The authenticity of this work has kindly been confirmed by Blanca Pons Sorolla.
The early years of the twentieth century were widely considered to be the years during which Joaquín Sorolla y Bastida had reached complete maturity, a period of prolific artistic activity and of great acclaim particularly within his native Spain. However, for Sorolla, while this was at once a culmination of years of dedicated painting, it was also the stepping stone to achieving success elsewhere in Europe and particularly in the United States of America.
In 1908 Arthur M. Huntingdon, a North-American millionaire and art aficionado travelled to Paris to buy artworks by Spanish artists for his museum, The Hispanic Society of America. He came across Sorolla's works, and returning with a postcard of one of Sorolla's works in his hand, Huntingdon claimed that 'Today I have determined something that I believe to be of great transcendence for our artistic future in New York with admirable advantages, that nothing in Paris could possibly compare to. I believe that I have met a man-God.' (cited in B. Pons Sorolla, Joaquin Sorolla: Vida y Obra, Madrid, 1999, p. 315).
However it was not until 1909 that Huntingdon actually met this 'man-God' and requested that the artist show a number of works in exhibitions that he was currently promoting to take place in Chicago and Saint Louis in 1911. En la Playa de Valencia was selected and subsequently viewed by over 100,000 people at the exhibition in Chicago and perhaps the entire population of Saint Louis a month later.
'A collection of paintings that should be visited by all of Saint Louis is that of a certain Mr. Joaquín Sorolla y Bastida in the City Art Museum. Technically, these paintings are so extraordinary that they have already seduced the entire art world. This invitation is not exclusive to artists only. But on the very contrary, these works are brimming with interest and sentiment and invoke thoughts in all those who appreciate life and nature, especially the outdoor life. These works, artistically and technically disconcerting as they are, have captivated the public.[...…] To view these paintings, one is amazed by the force, virility and freedom of the artist; for his strong interpretation of light, for his daring and unrelenting use of contrasting colours, and for the overall richness and complexity.
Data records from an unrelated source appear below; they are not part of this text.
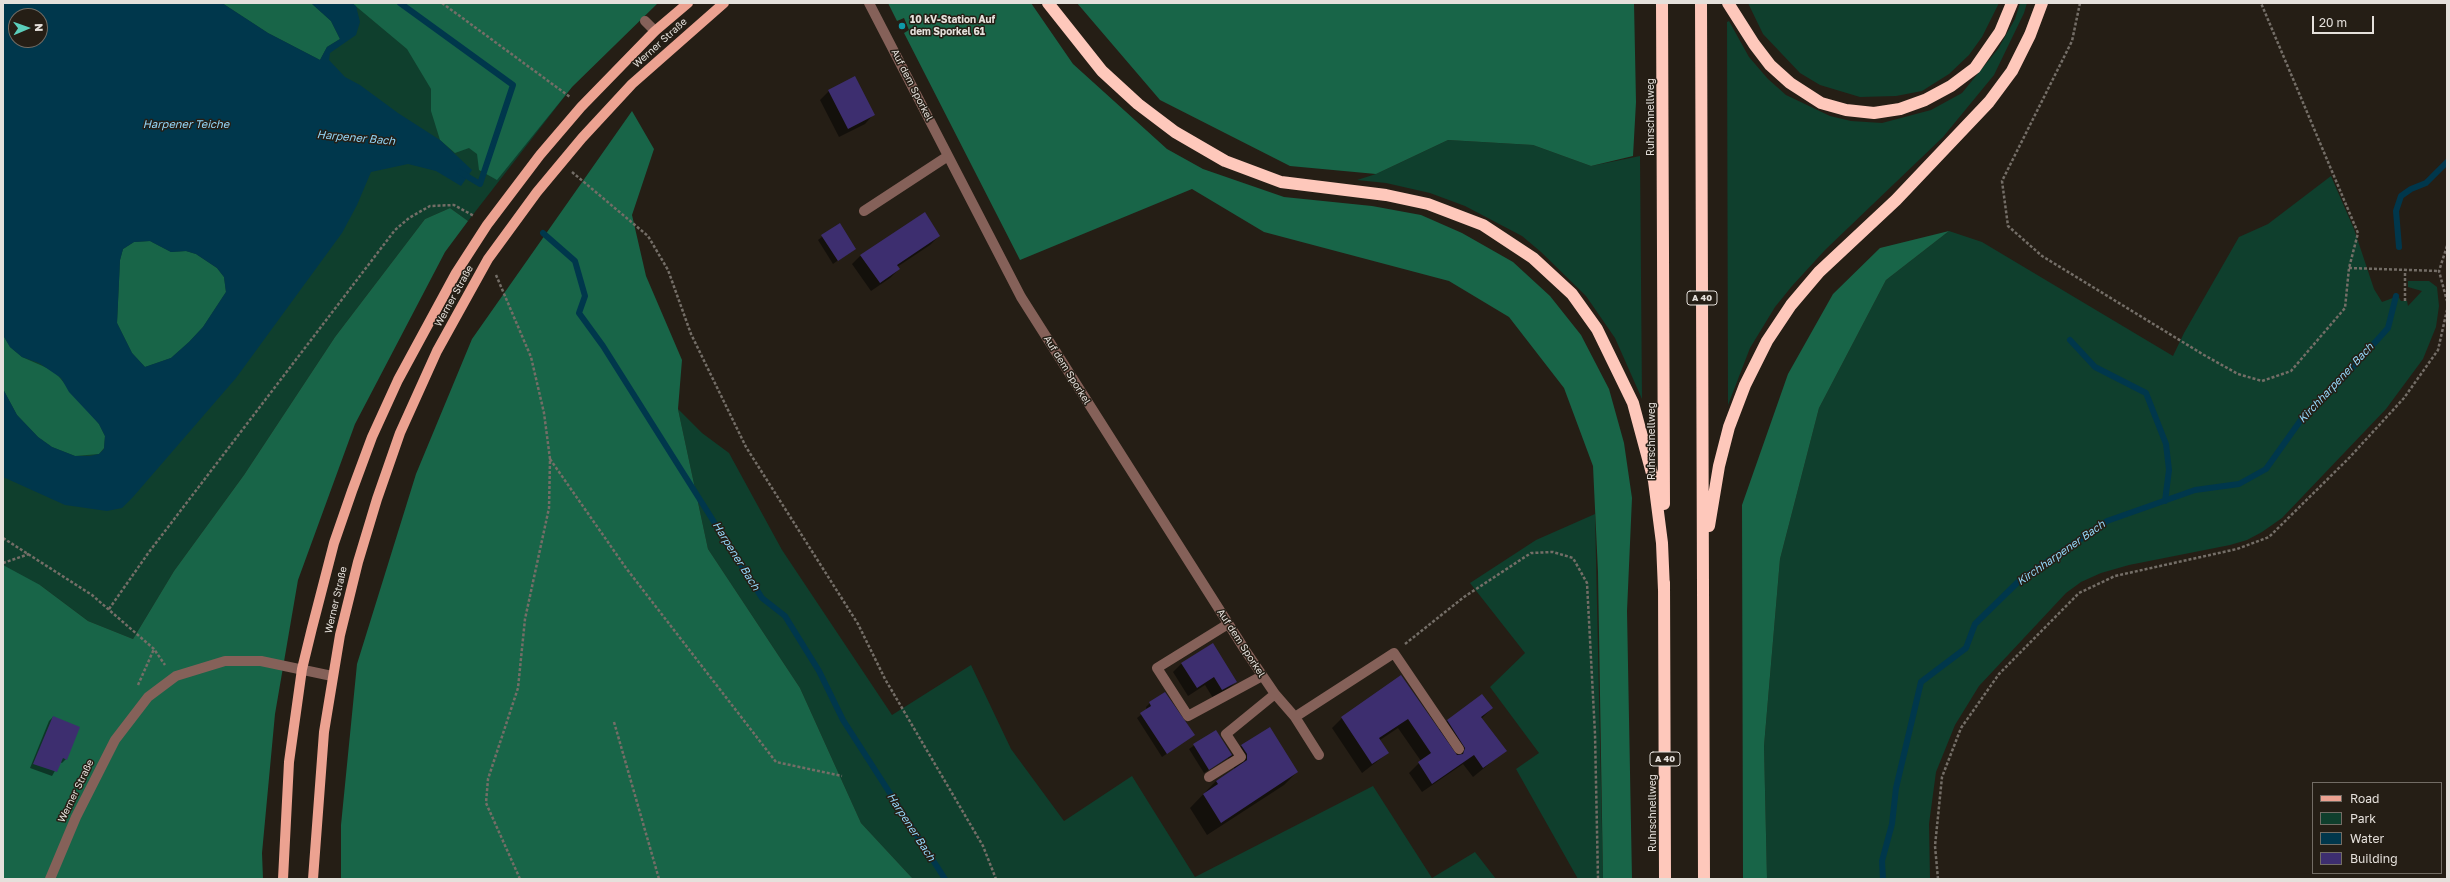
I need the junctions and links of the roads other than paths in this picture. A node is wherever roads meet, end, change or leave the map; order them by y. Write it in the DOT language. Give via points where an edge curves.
graph roads {
  1 [pos="688,3"];
  2 [pos="724,3"];
  3 [pos="869,3"];
  4 [pos="1048,3"];
  5 [pos="1662,3"];
  6 [pos="1701,3"];
  7 [pos="1728,3"];
  8 [pos="2012,3"];
  9 [pos="2042,3"];
  10 [pos="645,21"];
  11 [pos="655,31"];
  12 [pos="948,156"];
  13 [pos="864,211"];
  14 [pos="1664,590"];
  15 [pos="1703,593"];
  16 [pos="1228,624"];
  17 [pos="302,669"];
  18 [pos="332,676"];
  19 [pos="1262,676"];
  20 [pos="1275,694"];
  21 [pos="1295,717"];
  22 [pos="1459,749"];
  23 [pos="1319,755"];
  24 [pos="1209,777"];
  25 [pos="50,879"];
  26 [pos="283,879"];
  27 [pos="313,879"];
  28 [pos="1665,879"];
  29 [pos="1704,879"];
  1 -- 11 [label="main road, Werner Straße"];
  2 -- 18 [label="main road, Werner Straße" via="632,84 562,162 488,259 437,351 400,433 358,562"];
  3 -- 12 [label="street, Auf dem Sporkel"];
  4 -- 14 [label="highway" via="1102,71 1138,104 1175,132 1225,161 1280,182 1386,195 1428,204 1476,222 1533,258 1572,294 1597,328 1634,402 1654,481 1662,543"];
  5 -- 14 [label="highway, Ruhrschnellweg / A 40"];
  6 -- 15 [label="highway, A 40"];
  7 -- 8 [label="highway" via="1770,65 1790,83 1821,103 1846,110 1874,112 1900,109 1925,100 1951,86 1975,68 2000,32"];
  9 -- 15 [label="highway" via="2030,36 2012,70 1989,102 1896,200 1819,272 1791,305 1767,341 1744,385 1719,466 1710,516"];
  10 -- 11 [label="street"];
  11 -- 17 [label="main road, Werner Straße" via="581,107 540,155 487,225 428,322 372,437 334,543"];
  12 -- 13 [label="street"];
  12 -- 16 [label="street, Auf dem Sporkel" via="1021,297"];
  14 -- 28 [label="highway, Ruhrschnellweg / A 40"];
  15 -- 29 [label="highway, A 40"];
  16 -- 19 [label="street, Auf dem Sporkel"];
  16 -- 19 [label="street" via="1157,668 1188,716"];
  17 -- 18 [label="street, Werner Straße"];
  17 -- 25 [label="street, Werner Straße" via="261,661 225,662 176,676 148,697 115,740 76,817"];
  17 -- 26 [label="main road, Werner Straße" via="289,762"];
  18 -- 27 [label="main road, Werner Straße" via="323,738"];
  19 -- 20 [label="street, Auf dem Sporkel"];
  20 -- 21 [label="street, Auf dem Sporkel"];
  20 -- 24 [label="street" via="1226,734 1241,757"];
  21 -- 22 [label="street" via="1394,653"];
  21 -- 23 [label="street, Auf dem Sporkel"];
}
It achieves it time and again, independently from which there rises a landscape, a marina, a self-portrait, an animated beach scene or a silent mountain panorama.' (Frances Spencer, Saint Louis Times, 25 March 1911 cited in B. Pons Sorolla, Joaquín Sorolla: Vida y Obra, Madrid, 1999, p. 370).
The Valencian land and seas provided Sorolla with a constant source of inspiration throughout his artistic career. Forever returning to the beaches in Valencia, the artist observed the gritty realism of the daily lives of fellow Valencians and portrayed it with a unique rhythmic intensity. While the subject matter for his works were varied, Sorolla captured the hot, labour-intensive moments with oxen and boats many times. In high demand by collectors during his lifetime, these scenes are still some of the most sought-after works by his hand. En la playa de Valencia remains among the artist's most iconic scenes such as La vuelta de la pesca which is now at the Musée d'Orsay in Paris (purchased by the French State at the Paris Salon of 1895) and Sol de la Tarde (1903) at the Hispanic Society of America, New York.